### Collinear points

Definition of collinearity[1]: In geometry, collinearity of a set of points is the property of their lying on a single line. A set of points with this property is said to be collinear.

![](non-collinear-points.jpg)

Here, points P,Q,R and A,R,B are collinear. However, points A,B,C are non-collinear. For more, refer [2].

1. https://en.wikipedia.org/wiki/Collinearity
2. http://www.mathcaptain.com/geometry/collinear-points.html

In [3]:
import os

os.environ["PYSPARK_PYTHON"]="/usr/bin/python3"
os.environ["PYSPARK_DRIVER_PYTHON"] = "/usr/bin/python3"

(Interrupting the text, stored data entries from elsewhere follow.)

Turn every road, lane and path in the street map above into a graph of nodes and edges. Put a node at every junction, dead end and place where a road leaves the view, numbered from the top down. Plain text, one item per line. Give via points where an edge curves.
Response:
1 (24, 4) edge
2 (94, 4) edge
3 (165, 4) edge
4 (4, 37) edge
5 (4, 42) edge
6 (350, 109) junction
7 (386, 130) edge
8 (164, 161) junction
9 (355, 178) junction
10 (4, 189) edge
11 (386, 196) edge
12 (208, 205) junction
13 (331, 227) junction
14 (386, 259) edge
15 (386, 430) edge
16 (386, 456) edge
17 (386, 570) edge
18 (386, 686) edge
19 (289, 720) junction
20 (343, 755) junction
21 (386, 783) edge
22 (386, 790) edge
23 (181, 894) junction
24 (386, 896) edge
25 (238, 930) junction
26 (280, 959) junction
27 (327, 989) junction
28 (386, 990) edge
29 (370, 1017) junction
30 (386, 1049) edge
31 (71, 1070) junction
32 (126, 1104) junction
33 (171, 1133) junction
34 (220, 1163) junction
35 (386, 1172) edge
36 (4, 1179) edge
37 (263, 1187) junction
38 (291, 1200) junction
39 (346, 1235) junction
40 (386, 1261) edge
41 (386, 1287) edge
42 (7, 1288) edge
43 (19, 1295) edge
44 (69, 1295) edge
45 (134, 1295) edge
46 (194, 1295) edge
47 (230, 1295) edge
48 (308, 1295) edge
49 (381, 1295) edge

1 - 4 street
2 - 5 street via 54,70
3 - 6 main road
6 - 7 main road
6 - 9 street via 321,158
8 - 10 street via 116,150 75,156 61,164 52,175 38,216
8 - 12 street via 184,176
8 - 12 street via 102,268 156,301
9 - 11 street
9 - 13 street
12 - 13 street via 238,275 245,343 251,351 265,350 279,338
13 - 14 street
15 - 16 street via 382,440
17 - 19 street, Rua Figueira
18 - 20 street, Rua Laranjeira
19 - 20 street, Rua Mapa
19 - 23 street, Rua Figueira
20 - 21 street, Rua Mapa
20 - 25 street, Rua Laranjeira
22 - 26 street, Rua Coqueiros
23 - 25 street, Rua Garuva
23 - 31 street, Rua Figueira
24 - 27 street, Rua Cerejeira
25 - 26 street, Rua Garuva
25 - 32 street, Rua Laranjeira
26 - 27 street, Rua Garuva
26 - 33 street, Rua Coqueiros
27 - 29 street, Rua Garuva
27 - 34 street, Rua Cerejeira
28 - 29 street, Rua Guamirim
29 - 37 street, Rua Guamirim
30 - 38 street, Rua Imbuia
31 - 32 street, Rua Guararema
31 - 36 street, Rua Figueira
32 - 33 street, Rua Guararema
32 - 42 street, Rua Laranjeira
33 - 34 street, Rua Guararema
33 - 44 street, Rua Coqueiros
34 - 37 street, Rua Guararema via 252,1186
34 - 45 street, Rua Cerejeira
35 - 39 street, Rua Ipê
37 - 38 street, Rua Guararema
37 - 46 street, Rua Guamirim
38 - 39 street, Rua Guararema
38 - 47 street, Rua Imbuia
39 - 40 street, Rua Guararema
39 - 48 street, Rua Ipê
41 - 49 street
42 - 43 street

from pyspark import SparkContext, SparkConf

#We can create a SparkConf() object and use it to initialize the spark context
conf = SparkConf().setAppName("Collinear Points").setMaster("local[4]") #Initialize spark context using 4 local cores as workers
sc = SparkContext(conf=conf)    

from pyspark.rdd import RDD

In [8]:
#Helper Functions
def format_result(x):
    """
    Changes the format to tuple.
    """
    x[1].append(x[0][0])
    return tuple(x[1])


def to_sorted_points(x):
    """
    Sorts and returns a tuple of points for further processing.
    """
    return tuple(sorted(x))

def to_tuple(x):
    """
    Changes format from string to tuple.
    """
    return(tuple ( int(i) for i in x.split(' ')))

def non_duplicates(x):
    """ 
    Use this function inside the get_cartesian() function to 'filter' out pairs with duplicate points
    """
    if(x[0]==x[1]):
            return False
    else:
            return True  
        
def get_cartesian(rdd):
    """
    Performs the Cartesian product of the rdd with the specified input rdd
    """
    rdd=rdd.cartesian(rdd).filter(lambda x: x[0] != x[1])
    return rdd

def find_slope(x):
    """
    Determines the slope given two points
    """
    (ax, ay), (bx, by) = x
    slope = "inf" if ax == bx else (by - ay)/(bx - ax)
    return(((ax, ay), slope), (bx, by))



In [5]:
def find_collinear(rdd):
    return rdd.map(find_slope).groupByKey().map(lambda x:(x[0][0],) + tuple(x[1])).filter(lambda x: len(x) > 2)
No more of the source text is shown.